I've lost 10 pounds so far and sometimes I feel like the guys in the video below.
I've also trained myself to eat less -- "they" say it takes about a month to do -- and life is easier because I'm spending less time digesting. As they say in Okinawa, "hara hachi bu," or "eat until you are eight parts full (out of ten)." One thing I have noticed is that my energy level is more constant, more even, with fewer peaks and valleys. This is also in part because I am eating healthfully and have pretty much stayed away from sugar except in the form of an occasional orange. My blood glucose level, which was a little high while I was on big doses of steroids, is now well within normal. (I am currently down to one methylprednisolone pill -- 4 mg a day -- to guard against AIHA.)
There is a life-affirming element to all this, a decision to get my physical temple in order, and by extension my spiritual one. I think most of us are probably affected by CLL in a lot of subtle ways we don't consciously recognize. For me, a sense of abandon when it came to eating was one way of coping. When I was a kid and had a rough day in school, I would buy three or four candy bars on the way home and settle in for a little stress reduction, much like adults enjoy a martini after work.

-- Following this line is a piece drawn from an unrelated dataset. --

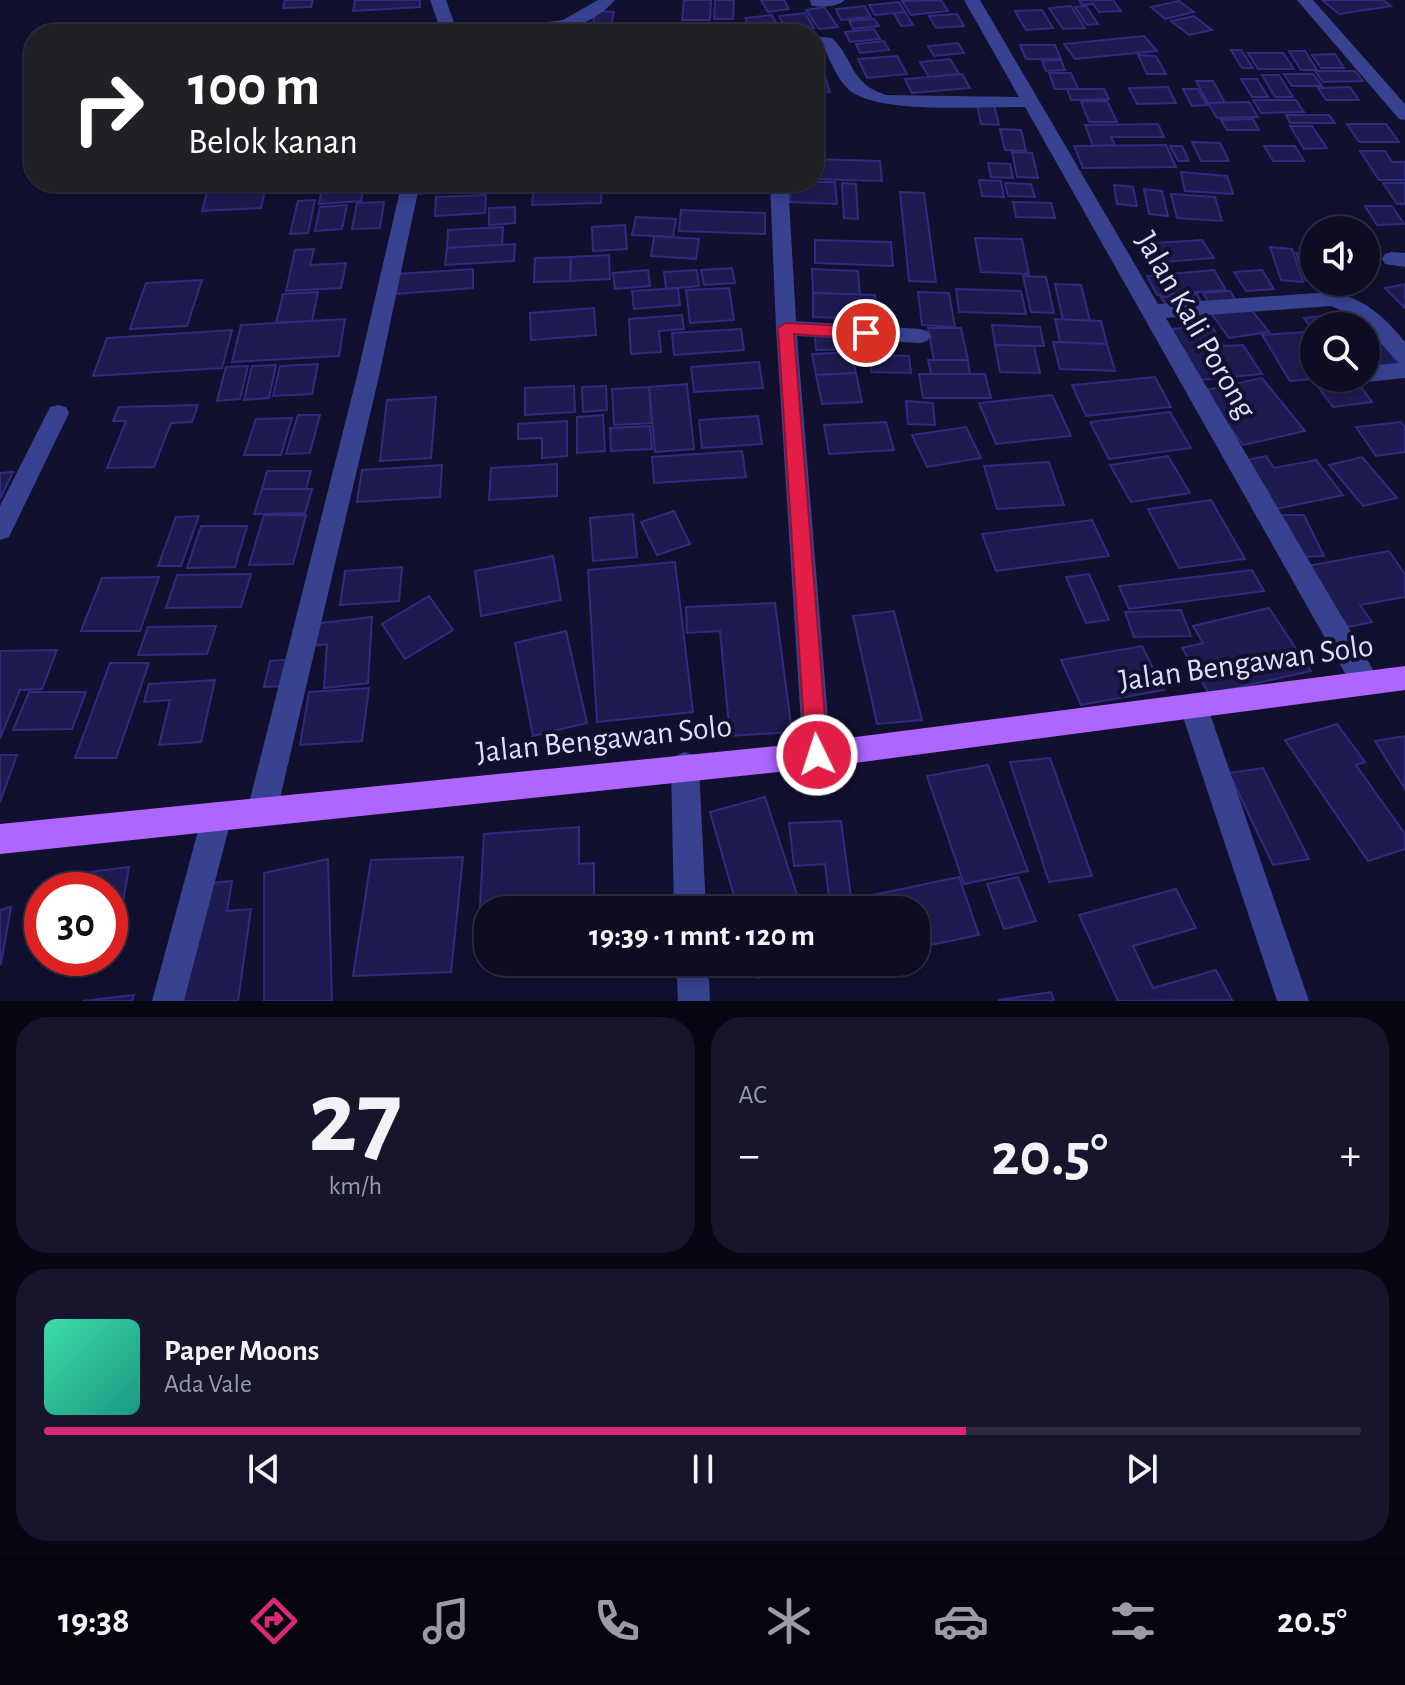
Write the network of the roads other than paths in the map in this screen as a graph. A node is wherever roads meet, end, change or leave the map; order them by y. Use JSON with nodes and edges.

With CLL this sort of thing returned at times. Marilyn and I are both pretty good cooks; we did, in fact, write a cookbook, or most of one. It was pulled by the publisher at the last minute because of a dispute with the California Milk Advisory Board over photo rights but it is apparently still "available" in Canada. We also know a fair amount about wine and are capable of whipping up a pretty decent meal to go with a bottle, with an utter obliviousness to the amount of butter and fat involved.
Good eating has its place, of course, but too much of a good thing is not so good. It is often the case that any method of escape -- be it food, alcohol, drugs, smoking, what-have-you -- only works so much before it becomes self-defeating. For me, the world of food, compounded by lack of exercise, became both a release and a trap.
So now Marilyn and I are exploring opera. It's not fattening and it's not ultimately depressing, even though the heroine always seems to die in the final act.